# FG and Labour's approach to the taxes



## Firefly (3 Jul 2014)

I'm a bit confused 

Correct me if I am wrong, but the generally preferred option of those on the Left is to see higher taxes to pay for public services. Those on the Right call for less taxes (resulting in reduced public services). We can broadly agree that Labour represent the Left and FG represent the centre/centre-right.

Why then are FG pushing through with taxes and Labour are opposing them?

As an example in today's Indo:

Mr Gilmore has expressed his deep concern about a Fine Gael-led plan which would see homeowners in 11 counties and cities being robbed of local property tax bills.
http://www.independent.ie/irish-new...-fly-over-fg-property-tax-plans-30404314.html

It was the same with the water charges.

I would have thought Labour would be pushing for the LPT and FG trying to fight it, not the other way around

Firefly.


----------



## Purple (3 Jul 2014)

Labour want increases in income tax because “The Rich don’t Pay their Fair Share” and not indirect taxes because “They disproportionately impact on TMVS’s*”

(*The Most Vulnerable in Society; a group constituting about 70% of the population.)

FG, and anyone with anything approaching a rational or logical view on taxes or a rudimentary grasp of reality, want to broaden the tax base.


----------



## Seagull (3 Jul 2014)

To adopt a very simplistic view - labour want the wealthy to pay more tax.

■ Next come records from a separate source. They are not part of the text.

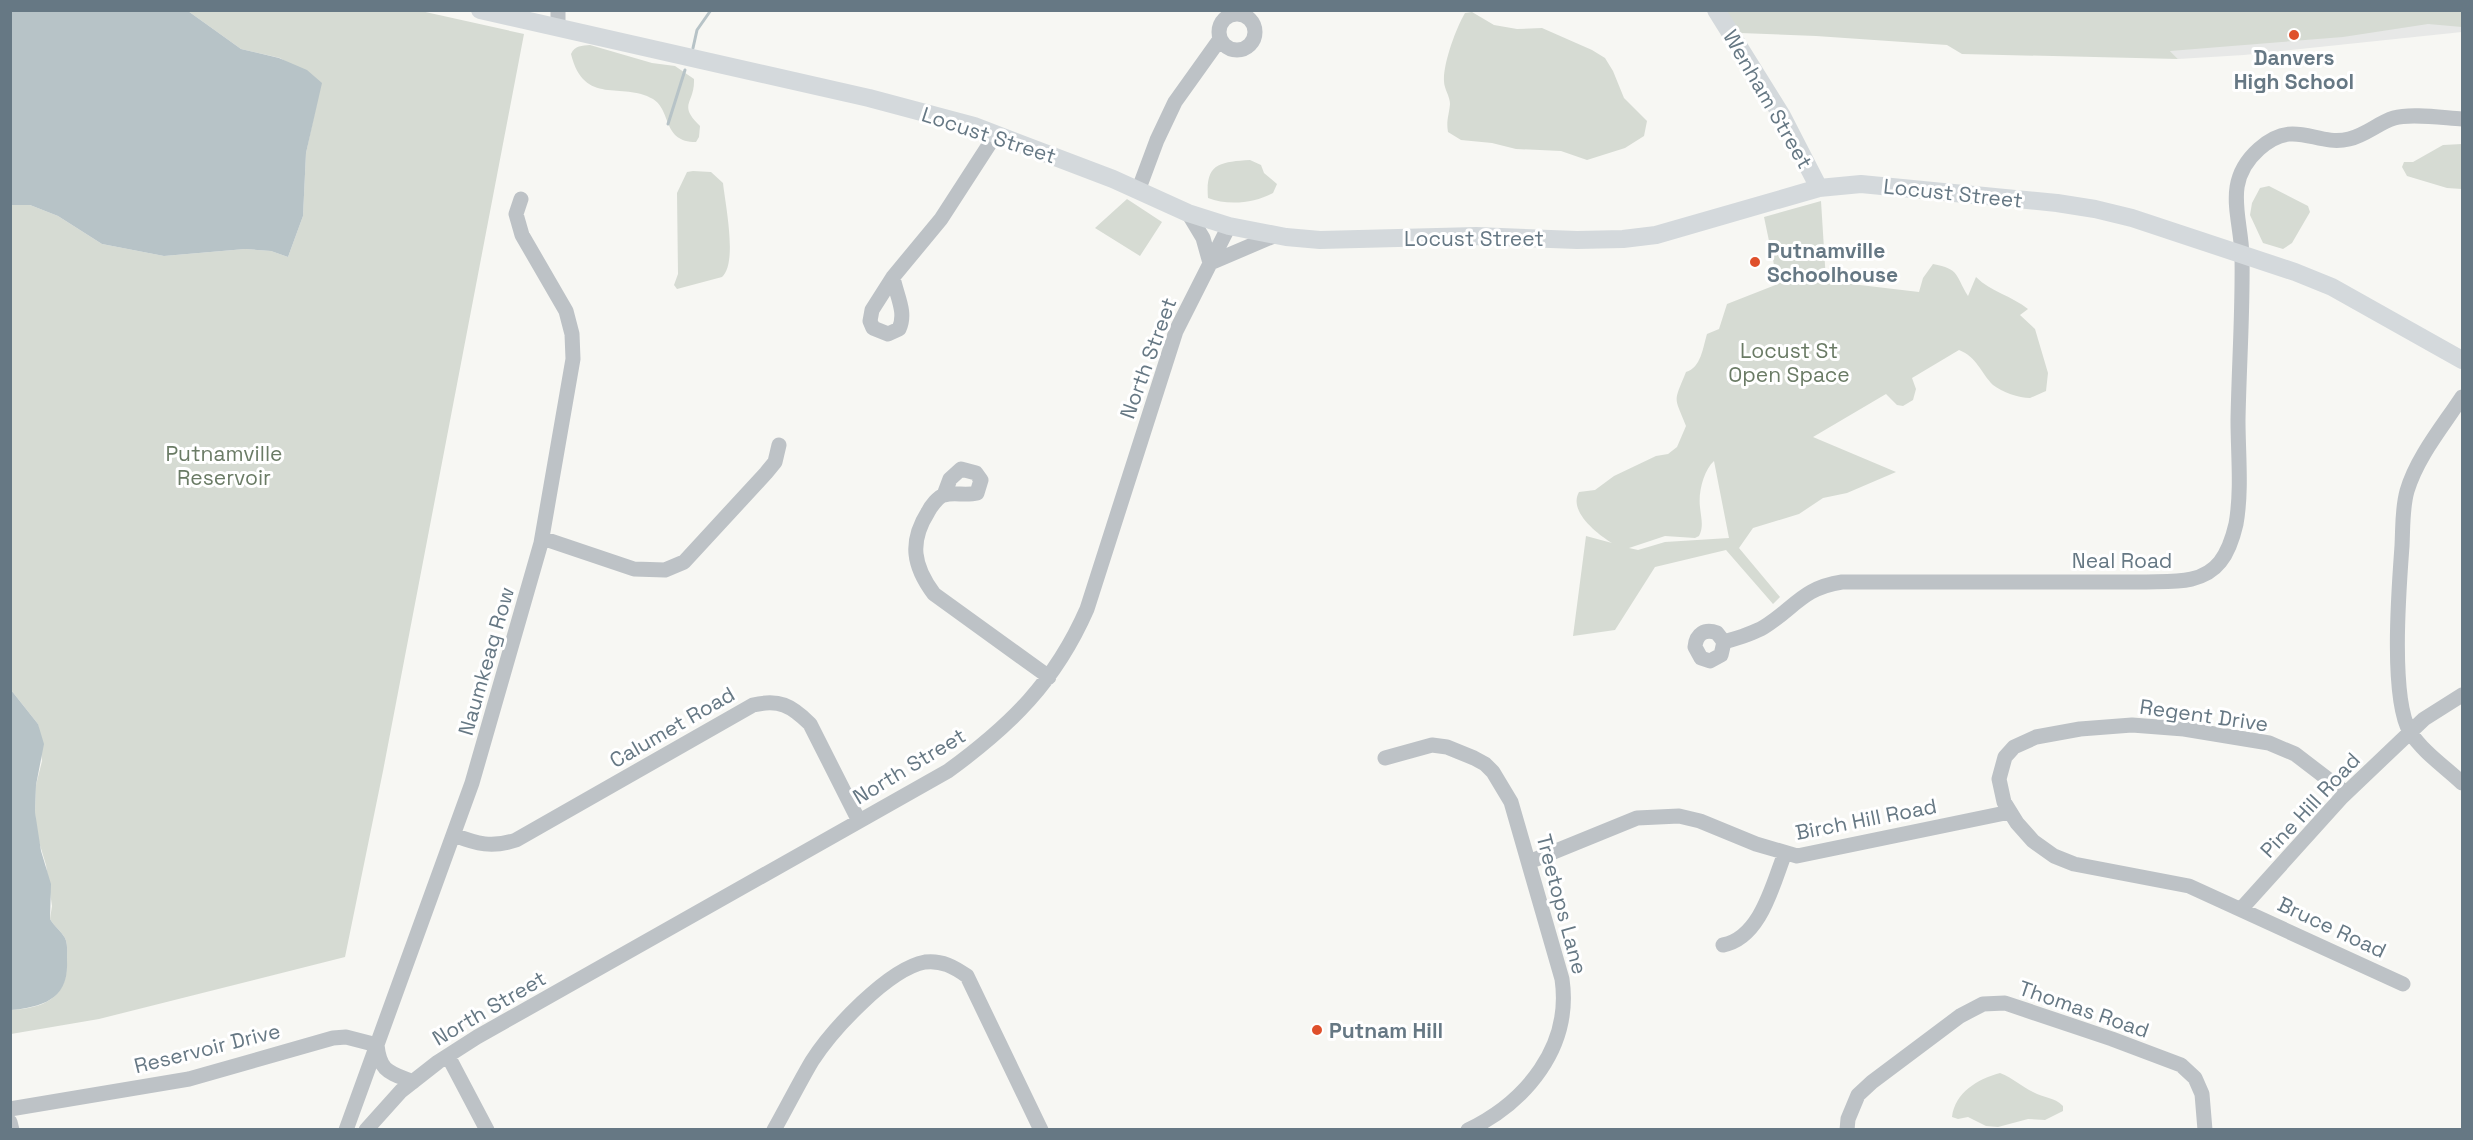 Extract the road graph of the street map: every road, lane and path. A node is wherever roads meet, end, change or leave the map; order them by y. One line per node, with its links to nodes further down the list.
1 (480, 10): 3 (main road, Locust Street)
2 (1716, 10): 7 (main road, Wenham Street)
3 (558, 20): 6 (main road, Locust Street)
4 (1220, 39): 8 (street)
5 (2463, 119): 13 (street, Neal Road)
6 (996, 134): 8 (main road, Locust Street); 15 (street)
7 (1819, 188): 12 (main road, Locust Street); 13 (main road, Locust Street)
8 (1138, 190): 10 (main road, Locust Street)
9 (521, 199): 20 (street, Naumkeag Row)
10 (1188, 213): 11 (main road, Locust Street); 14 (street)
11 (1229, 226): 12 (main road, Locust Street); 14 (street, North Street)
12 (1276, 236): 14 (street)
13 (2242, 254): 16 (main road, Locust Street); 21 (street, Neal Road)
14 (1210, 263): 22 (street, North Street)
15 (893, 278)
16 (2463, 360)
17 (2463, 397): 24 (street)
18 (779, 445): 20 (street)
19 (944, 495): 22 (street)
20 (542, 538): 30 (street, Naumkeag Row)
21 (1724, 642)
22 (1049, 677): 29 (street, North Street)
23 (2463, 695): 24 (street, Pine Hill Road)
24 (2410, 732): 26 (street); 27 (street, Pine Hill Road)
25 (1385, 758): 32 (street, Treetops Lane)
26 (2463, 783)
27 (2346, 793): 28 (street, Regent Drive); 33 (street, Pine Hill Road)
28 (2010, 812): 31 (street, Birch Hill Road); 33 (street, Regent Drive)
29 (860, 821): 30 (street, Calumet Road); 37 (street, North Street)
30 (454, 836): 36 (street, Naumkeag Row)
31 (1785, 853): 32 (street, Birch Hill Road); 34 (street)
32 (1529, 862): 47 (street, Treetops Lane)
33 (2242, 908): 35 (street, Bruce Road)
34 (1723, 945)
35 (2403, 984)
36 (377, 1045): 38 (street); 39 (street, Reservoir Drive); 43 (street, Naumkeag Row)
37 (448, 1056): 38 (street, North Street); 45 (street)
38 (413, 1082): 44 (street, North Street)
39 (10, 1109)
40 (10, 1122): 42 (street)
41 (1036, 1127): 46 (street)
42 (12, 1130)
43 (346, 1130)
44 (366, 1130)
45 (487, 1130)
46 (774, 1130)
47 (1468, 1130)
48 (1847, 1130): 49 (street, Thomas Road)
49 (2205, 1130)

They are in general opposed to blanket taxes that impact everyone. FG take the approach that everyone should pay for what they use.


----------



## dereko1969 (3 Jul 2014)

The fact is that the LPT was supposed to go to Local Authorities, the fact that the amount collected would provide scope for LA's in Dublin (mostly) to reduce the LPT by up to 15% is being taken away from them by FG plans to reduce funding to those LAs so taking away the possibility of reducing the LPT.

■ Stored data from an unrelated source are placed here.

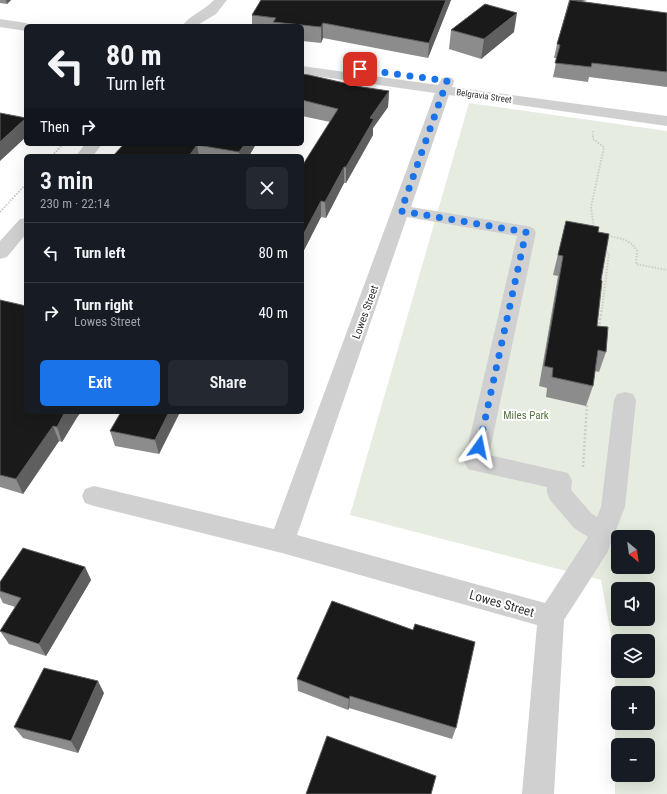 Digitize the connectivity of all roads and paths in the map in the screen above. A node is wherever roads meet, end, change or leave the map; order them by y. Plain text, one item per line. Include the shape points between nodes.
1 (221, 0) edge
2 (211, 11) junction
3 (0, 23) edge
4 (191, 24) edge
5 (207, 24) edge
6 (24, 27) edge
7 (304, 61) edge
8 (304, 70) edge
9 (446, 86) junction
10 (667, 111) edge
11 (667, 121) edge
12 (61, 146) edge
13 (92, 146) edge
14 (54, 154) edge
15 (86, 154) edge
16 (24, 186) edge
17 (401, 211) junction
18 (0, 212) edge
19 (24, 225) edge
20 (599, 235) edge
21 (0, 253) edge
22 (667, 270) edge
23 (626, 400) dead end
24 (94, 496) dead end
25 (603, 533) junction
26 (282, 542) junction
27 (551, 617) junction
28 (538, 794) edge

1 - 2 street
2 - 4 street
2 - 5 street
3 - 6 street
7 - 9 street, Belgravia Street
8 - 9 street, Belgravia Street
9 - 10 street, Belgravia Street
9 - 11 street, Belgravia Street
9 - 17 street, Lowes Street
12 - 14 path
13 - 15 street
16 - 18 path
17 - 25 street via 526,232 476,462 560,480 558,493 582,521
17 - 26 street, Lowes Street
19 - 21 street
20 - 22 path via 623,239 634,246 637,250 636,264
23 - 25 street via 613,506
24 - 26 street, Lowes Street
25 - 27 street via 598,545
26 - 27 street, Lowes Street
27 - 28 street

The local authorities in places like Longford and Leitrim will be subvented by the property tax take in Dublin because those counties don't have enough people living there to pay for their council's activities.


----------



## Sunny (3 Jul 2014)

Labour are right to kick off about this. When this tax was brought in, the Government had a choice to make the tax based on site size as most economists wanted or by house value. In all their wisdom, they decided to go down the house value route which led to people in Urban Areas having to pay more simply because of the location of the house. The Government then started spinning that 80% of the LPT proceeds would be kept in the local area that they are raised with the surplus going to poorer councils. They also stated that councils would have the ability to cut LPT rates if they raised enough money to pay for services and had a surplus. 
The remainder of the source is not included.